### [YOUR ASSIGNMENT]
Where does the word "Loch" occur in the entries below? Copy every line that has it.

-- RECORDS SUPPLIED follows --

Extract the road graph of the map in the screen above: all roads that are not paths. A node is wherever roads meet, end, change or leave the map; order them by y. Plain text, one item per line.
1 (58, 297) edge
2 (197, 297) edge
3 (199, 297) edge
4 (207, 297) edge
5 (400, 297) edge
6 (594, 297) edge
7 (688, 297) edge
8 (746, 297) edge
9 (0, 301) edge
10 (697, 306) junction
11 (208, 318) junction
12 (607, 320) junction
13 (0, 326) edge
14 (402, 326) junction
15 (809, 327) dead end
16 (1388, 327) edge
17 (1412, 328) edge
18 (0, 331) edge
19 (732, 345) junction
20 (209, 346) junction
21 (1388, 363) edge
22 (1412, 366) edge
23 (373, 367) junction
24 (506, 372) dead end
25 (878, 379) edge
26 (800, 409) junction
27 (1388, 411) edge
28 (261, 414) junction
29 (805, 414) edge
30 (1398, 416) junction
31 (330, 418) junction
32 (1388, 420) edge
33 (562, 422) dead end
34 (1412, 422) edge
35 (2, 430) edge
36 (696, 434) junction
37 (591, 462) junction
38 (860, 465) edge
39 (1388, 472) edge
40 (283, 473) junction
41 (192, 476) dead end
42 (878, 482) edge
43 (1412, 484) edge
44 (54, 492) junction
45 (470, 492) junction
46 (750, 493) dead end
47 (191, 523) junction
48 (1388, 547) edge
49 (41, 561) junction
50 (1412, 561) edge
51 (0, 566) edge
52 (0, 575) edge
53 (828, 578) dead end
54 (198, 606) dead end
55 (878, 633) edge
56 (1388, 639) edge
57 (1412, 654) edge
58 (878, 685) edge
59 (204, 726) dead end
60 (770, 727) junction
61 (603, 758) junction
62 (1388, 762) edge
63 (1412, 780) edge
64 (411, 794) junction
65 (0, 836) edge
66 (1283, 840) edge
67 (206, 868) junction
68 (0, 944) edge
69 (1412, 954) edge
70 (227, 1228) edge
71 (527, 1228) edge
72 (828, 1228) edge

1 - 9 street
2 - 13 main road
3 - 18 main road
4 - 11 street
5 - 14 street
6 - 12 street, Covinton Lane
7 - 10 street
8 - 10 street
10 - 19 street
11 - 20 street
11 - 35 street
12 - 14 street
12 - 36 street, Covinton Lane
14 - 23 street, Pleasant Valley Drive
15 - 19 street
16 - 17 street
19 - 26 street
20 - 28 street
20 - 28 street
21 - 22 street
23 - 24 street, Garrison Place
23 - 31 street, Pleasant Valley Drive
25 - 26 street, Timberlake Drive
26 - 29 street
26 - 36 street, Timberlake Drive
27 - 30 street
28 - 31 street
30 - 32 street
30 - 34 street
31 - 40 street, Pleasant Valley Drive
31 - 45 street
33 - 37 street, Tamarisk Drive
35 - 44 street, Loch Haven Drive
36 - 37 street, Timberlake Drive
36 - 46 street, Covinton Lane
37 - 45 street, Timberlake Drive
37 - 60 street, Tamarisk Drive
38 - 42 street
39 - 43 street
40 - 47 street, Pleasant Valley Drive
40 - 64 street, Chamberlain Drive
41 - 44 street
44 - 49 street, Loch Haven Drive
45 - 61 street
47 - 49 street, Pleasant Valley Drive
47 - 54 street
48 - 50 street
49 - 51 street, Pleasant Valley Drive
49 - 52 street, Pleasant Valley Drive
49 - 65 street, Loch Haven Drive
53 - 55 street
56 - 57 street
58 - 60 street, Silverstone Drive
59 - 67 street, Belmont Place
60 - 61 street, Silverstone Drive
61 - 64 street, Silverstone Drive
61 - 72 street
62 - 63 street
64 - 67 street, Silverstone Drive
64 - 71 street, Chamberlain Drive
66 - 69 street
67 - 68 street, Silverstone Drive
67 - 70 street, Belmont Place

-- RECORDS SUPPLIED concluded --

### [PROBLEM SOLUTION]
35 - 44 street, Loch Haven Drive
44 - 49 street, Loch Haven Drive
49 - 65 street, Loch Haven Drive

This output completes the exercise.